**Material to process**
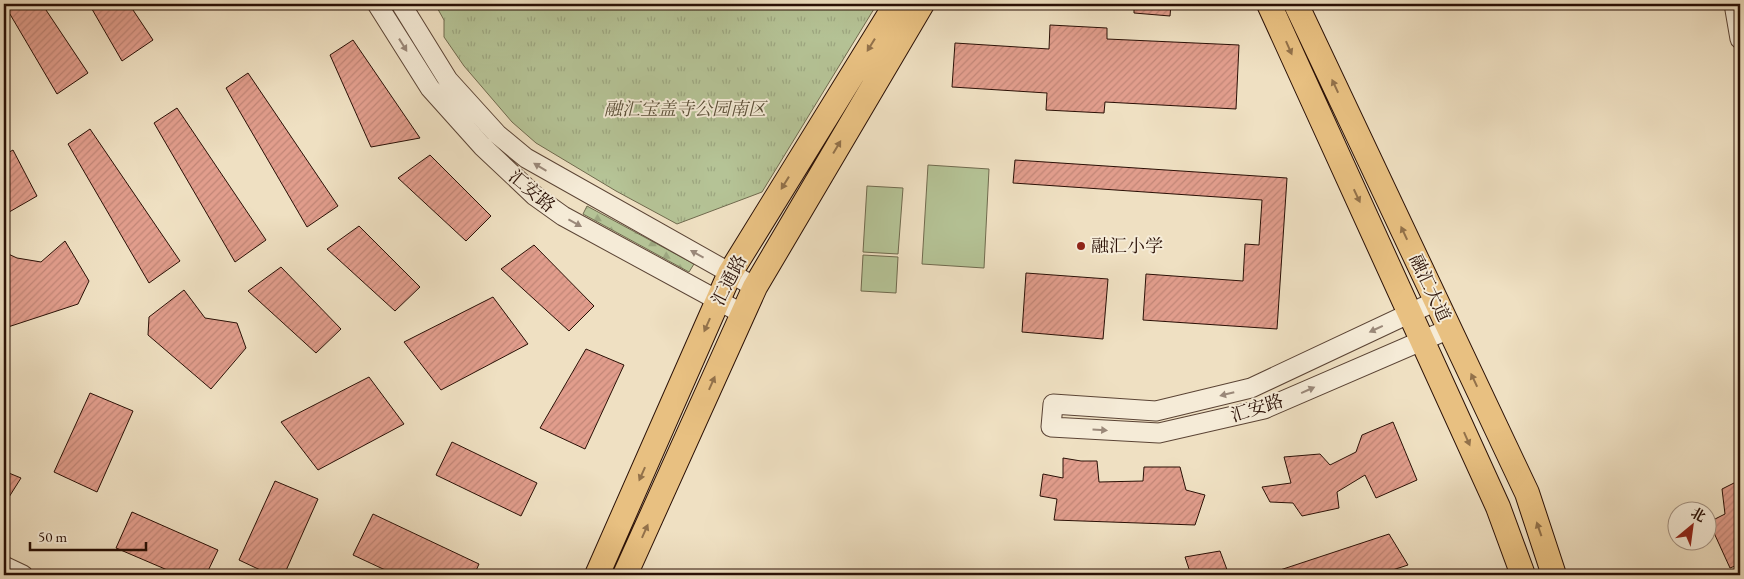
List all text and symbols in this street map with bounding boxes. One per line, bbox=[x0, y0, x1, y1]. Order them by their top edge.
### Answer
one-way arrow bbox=[399, 38, 408, 52]
one-way arrow bbox=[866, 39, 875, 52]
one-way arrow bbox=[1286, 41, 1294, 55]
one-way arrow bbox=[1331, 79, 1339, 94]
park label: 融汇宝盖寺公园南区 bbox=[604, 97, 768, 120]
one-way arrow bbox=[833, 140, 842, 153]
one-way arrow bbox=[533, 162, 546, 171]
street label: 汇安路 bbox=[504, 164, 560, 217]
one-way arrow bbox=[781, 177, 790, 190]
one-way arrow bbox=[1353, 189, 1361, 203]
one-way arrow bbox=[568, 219, 583, 227]
one-way arrow bbox=[1400, 226, 1409, 241]
place label: 融汇小学 bbox=[1091, 234, 1163, 257]
marker: 融汇小学 bbox=[1075, 240, 1087, 252]
one-way arrow bbox=[690, 250, 703, 259]
street label: 汇通路 bbox=[706, 250, 751, 309]
street label: 融汇大道 bbox=[1405, 250, 1456, 325]
one-way arrow bbox=[702, 318, 710, 332]
one-way arrow bbox=[1369, 325, 1383, 333]
one-way arrow bbox=[1469, 373, 1477, 387]
one-way arrow bbox=[708, 376, 716, 390]
one-way arrow bbox=[1301, 385, 1315, 393]
street label: 汇安路 bbox=[1228, 389, 1286, 426]
one-way arrow bbox=[1220, 390, 1235, 398]
one-way arrow bbox=[1092, 426, 1108, 434]
one-way arrow bbox=[1464, 432, 1472, 446]
one-way arrow bbox=[637, 467, 645, 481]
north arrow bbox=[1666, 502, 1716, 552]
text: 北 bbox=[1688, 503, 1709, 526]
scale bar bbox=[30, 519, 146, 551]
one-way arrow bbox=[1535, 521, 1543, 536]
one-way arrow bbox=[641, 524, 649, 538]
text: 50 m bbox=[38, 527, 67, 546]

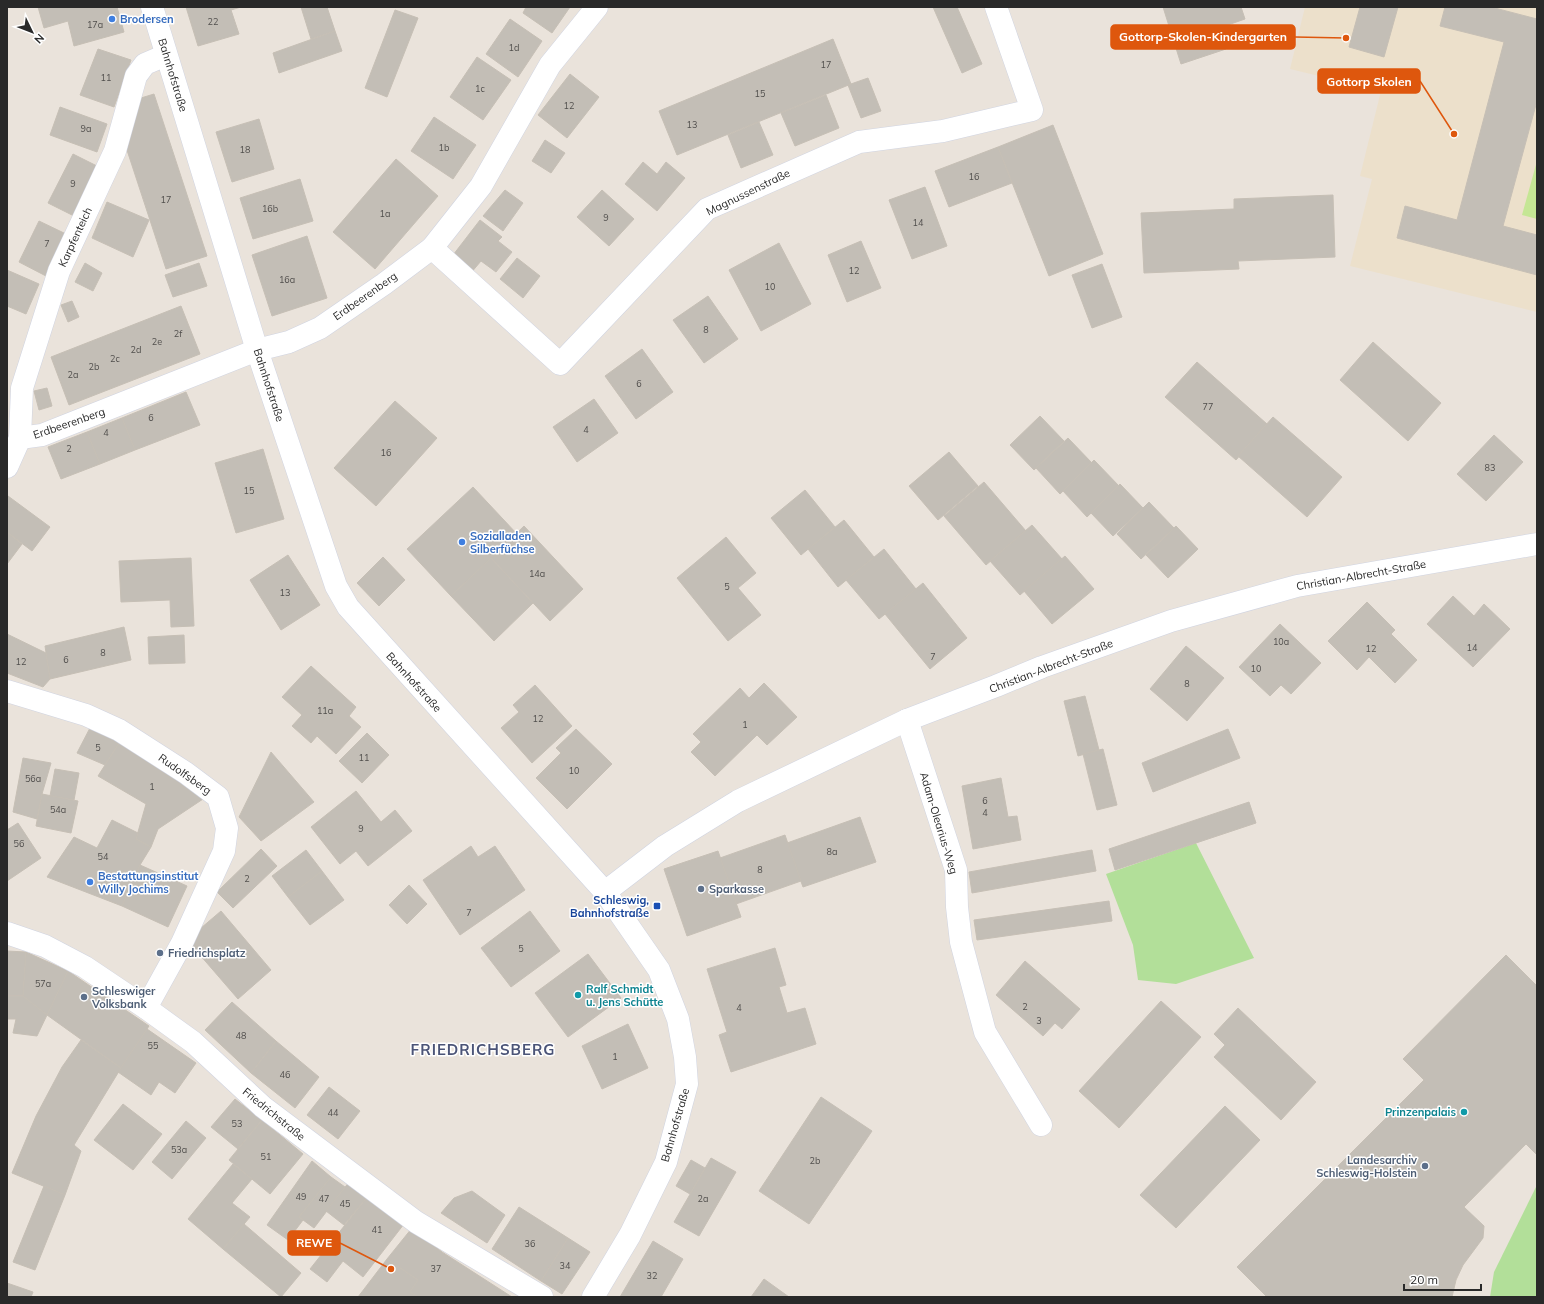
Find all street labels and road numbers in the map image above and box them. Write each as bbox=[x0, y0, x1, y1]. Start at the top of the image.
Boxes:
street label: Bahnhofstraße bbox=[155, 37, 191, 113]
street label: Magnussenstraße bbox=[704, 166, 792, 218]
street label: Karpfenteich bbox=[55, 205, 95, 269]
street label: Erdbeerenberg bbox=[330, 269, 400, 323]
street label: Bahnhofstraße bbox=[251, 347, 287, 423]
street label: Erdbeerenberg bbox=[31, 404, 107, 442]
street label: Christian-Albrecht-Straße bbox=[1295, 557, 1427, 593]
street label: Christian-Albrecht-Straße bbox=[987, 636, 1115, 696]
street label: Bahnhofstraße bbox=[383, 649, 445, 715]
street label: Rudolfsberg bbox=[156, 751, 214, 797]
street label: Adam-Olearius-Weg bbox=[917, 770, 961, 876]
street label: Friedrichstraße bbox=[240, 1084, 308, 1144]
street label: Bahnhofstraße bbox=[658, 1087, 692, 1163]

**What you are asked to do**
Lines that hold the word "Erdbeerenberg" are the ones to copy from the entries above.

**Solution to this task**
street label: Erdbeerenberg bbox=[330, 269, 400, 323]
street label: Erdbeerenberg bbox=[31, 404, 107, 442]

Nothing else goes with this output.